Soulignons que Robert Brandy face à lui-même diffère aussi des expositions d’art contemporain présentées jusqu’à présent au MNHA par l’intégration d’une partie documentaire sur l’artiste et son rôle dans le développement du statut de l’artiste indépendant au Luxembourg. Elle constitue la première manifestation publique d’une institution nouvelle, appelée à développer l’étude scientifique de l’histoire de l’art de notre pays. Car si le développement de la scène artistique a été rapide au cours des dernières décennies, on ne peut pas en dire autant de la recherche scientifique consacrée à l’histoire de l’art du Luxembourg. Conscient de cette lacune, le gouvernement a pris la décision d’y remédier par la mise en place du Lëtzebuerger Konschtarchiv, qui sera rattaché au Musée national d’histoire et d’art pour y constituer un deuxième centre de documentation et de recherche après celui sur la Forteresse de Luxembourg. Une cellule de préfiguration est désormais installée et a lancé les travaux de programmation scientifique. Nul doute que les apports du Lëtzebuerger Konschtarchiv enrichiront nos futures expositions sur l’art du Luxembourg. Nul doute aussi que le contact privilégié avec les artistes pendant la préparation de rétrospectives contribuera à développer de nouveaux axes de recherche et à enrichir les fonds documentaires du nouveau centre de recherche. Dans cette perspective aussi, quel meilleur sujet pour une telle première que Robert Brandy? Grâce à sa gentillesse et à sa générosité légendaires, nous avons eu largement accès à des archives privées exemplaires que l’artiste tient minutieusement depuis le début de sa carrière. Et c’est avec la meilleure volonté du monde qu’il s’est plié au jeu d’interviews scientifiques comme témoin de cette période charnière de l’art au Luxembourg, dont il a été et dont il reste un des principaux acteurs.
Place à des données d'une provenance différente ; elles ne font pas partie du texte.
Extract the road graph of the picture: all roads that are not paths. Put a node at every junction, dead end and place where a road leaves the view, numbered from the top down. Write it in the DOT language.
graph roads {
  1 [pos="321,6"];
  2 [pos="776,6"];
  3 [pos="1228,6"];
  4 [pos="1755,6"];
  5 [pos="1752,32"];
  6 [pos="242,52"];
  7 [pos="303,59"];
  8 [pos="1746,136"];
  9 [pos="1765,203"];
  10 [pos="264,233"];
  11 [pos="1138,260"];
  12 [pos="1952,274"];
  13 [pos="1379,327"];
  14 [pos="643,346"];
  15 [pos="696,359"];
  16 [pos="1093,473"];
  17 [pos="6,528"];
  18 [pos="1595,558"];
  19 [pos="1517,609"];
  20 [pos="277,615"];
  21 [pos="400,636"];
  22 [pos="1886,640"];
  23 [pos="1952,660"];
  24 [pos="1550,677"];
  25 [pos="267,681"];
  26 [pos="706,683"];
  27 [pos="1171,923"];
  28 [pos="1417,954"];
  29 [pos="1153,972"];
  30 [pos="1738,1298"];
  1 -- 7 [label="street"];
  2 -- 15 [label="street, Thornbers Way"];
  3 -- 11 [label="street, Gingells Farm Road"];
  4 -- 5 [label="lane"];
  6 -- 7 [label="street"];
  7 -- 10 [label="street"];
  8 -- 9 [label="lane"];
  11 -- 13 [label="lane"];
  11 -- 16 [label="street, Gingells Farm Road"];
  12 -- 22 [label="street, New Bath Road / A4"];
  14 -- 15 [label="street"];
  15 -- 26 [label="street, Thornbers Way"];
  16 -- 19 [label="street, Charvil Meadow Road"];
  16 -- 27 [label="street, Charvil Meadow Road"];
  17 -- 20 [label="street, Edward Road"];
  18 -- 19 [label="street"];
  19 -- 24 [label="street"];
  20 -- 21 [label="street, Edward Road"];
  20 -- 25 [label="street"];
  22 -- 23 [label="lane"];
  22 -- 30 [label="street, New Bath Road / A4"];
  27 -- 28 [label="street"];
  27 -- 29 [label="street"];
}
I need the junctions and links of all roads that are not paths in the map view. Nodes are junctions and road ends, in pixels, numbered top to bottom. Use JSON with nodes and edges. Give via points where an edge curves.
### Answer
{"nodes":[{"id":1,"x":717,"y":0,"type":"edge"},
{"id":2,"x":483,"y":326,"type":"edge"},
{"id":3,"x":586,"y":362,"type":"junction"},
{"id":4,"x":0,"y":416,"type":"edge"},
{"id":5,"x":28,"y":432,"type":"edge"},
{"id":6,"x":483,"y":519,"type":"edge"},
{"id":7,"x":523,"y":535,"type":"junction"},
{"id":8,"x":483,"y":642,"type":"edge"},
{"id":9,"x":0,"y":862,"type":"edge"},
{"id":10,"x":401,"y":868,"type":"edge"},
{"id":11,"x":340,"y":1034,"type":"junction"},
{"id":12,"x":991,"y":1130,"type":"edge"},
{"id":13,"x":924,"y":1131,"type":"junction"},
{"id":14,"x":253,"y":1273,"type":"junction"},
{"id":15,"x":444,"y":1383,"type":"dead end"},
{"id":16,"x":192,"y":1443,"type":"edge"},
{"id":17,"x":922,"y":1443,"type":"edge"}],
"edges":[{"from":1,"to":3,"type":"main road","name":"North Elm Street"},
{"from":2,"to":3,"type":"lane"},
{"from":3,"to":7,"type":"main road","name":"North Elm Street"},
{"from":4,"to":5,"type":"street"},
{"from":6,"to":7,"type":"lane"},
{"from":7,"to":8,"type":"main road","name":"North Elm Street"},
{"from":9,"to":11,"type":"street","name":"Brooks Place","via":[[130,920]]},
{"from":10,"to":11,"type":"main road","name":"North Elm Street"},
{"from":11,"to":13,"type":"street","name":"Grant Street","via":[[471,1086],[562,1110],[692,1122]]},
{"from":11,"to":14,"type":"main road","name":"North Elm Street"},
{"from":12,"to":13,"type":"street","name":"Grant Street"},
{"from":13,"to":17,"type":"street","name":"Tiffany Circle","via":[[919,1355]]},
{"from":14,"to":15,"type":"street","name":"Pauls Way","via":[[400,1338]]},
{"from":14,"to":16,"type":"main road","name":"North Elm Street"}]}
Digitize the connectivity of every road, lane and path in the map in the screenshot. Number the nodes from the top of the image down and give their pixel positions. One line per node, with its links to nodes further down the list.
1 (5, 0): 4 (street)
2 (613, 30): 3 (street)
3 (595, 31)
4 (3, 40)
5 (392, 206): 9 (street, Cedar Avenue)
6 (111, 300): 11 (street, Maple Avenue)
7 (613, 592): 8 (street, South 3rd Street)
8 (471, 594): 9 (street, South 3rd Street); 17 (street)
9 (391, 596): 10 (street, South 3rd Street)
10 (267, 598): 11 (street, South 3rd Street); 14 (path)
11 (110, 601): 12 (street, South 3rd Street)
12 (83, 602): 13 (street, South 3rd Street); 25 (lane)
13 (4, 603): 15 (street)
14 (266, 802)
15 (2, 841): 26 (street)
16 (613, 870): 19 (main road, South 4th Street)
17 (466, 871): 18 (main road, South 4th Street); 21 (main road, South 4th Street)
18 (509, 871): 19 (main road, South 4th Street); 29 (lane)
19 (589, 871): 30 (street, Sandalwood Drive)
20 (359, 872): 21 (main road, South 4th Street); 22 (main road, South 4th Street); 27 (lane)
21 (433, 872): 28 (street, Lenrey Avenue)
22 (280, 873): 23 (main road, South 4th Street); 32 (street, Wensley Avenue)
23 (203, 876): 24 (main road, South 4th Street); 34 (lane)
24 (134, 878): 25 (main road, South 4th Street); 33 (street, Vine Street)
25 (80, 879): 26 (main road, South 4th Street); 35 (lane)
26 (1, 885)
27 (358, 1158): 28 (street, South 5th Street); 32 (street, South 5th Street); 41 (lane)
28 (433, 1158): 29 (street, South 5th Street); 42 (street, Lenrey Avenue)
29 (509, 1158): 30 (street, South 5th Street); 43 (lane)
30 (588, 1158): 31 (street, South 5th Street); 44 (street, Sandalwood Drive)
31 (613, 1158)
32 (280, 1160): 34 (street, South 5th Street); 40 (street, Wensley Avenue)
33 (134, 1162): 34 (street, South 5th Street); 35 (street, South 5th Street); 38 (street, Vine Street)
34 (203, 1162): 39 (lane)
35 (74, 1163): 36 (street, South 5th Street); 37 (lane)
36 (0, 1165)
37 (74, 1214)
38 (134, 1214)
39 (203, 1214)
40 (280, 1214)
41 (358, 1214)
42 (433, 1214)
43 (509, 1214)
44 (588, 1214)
Il me reste deux tâches très agréables. Celle d’abord de remercier toutes les personnes ayant contribué d’une manière ou d’une autre au succès de cette exposition. En particulier Robert Brandy lui-même. Mais aussi les collectionneurs et les amateurs d’art qui, préférant garder l’anonymat, ont tous sans hésitation accepté de nous soutenir par le prêt d’œuvres importantes. Ensuite Linda Bos et Runa Egilsdottir de A Designer’s Collective pour la réalisation de ce beau catalogue et de la scénographie de l’exposition. Bernard Ceysson et Jean Sorrente pour leurs contributions à ce catalogue. Last but not least, les deux commissaires Malgorzata Nowara et Jamie Armstrong ainsi que les équipes du musée impliquées dans la réalisation pratique du projet.
Enfin, celle encore de souhaiter à cette exposition - remarquable à bien des égards – tout le succès qu’elle me semble bien mériter.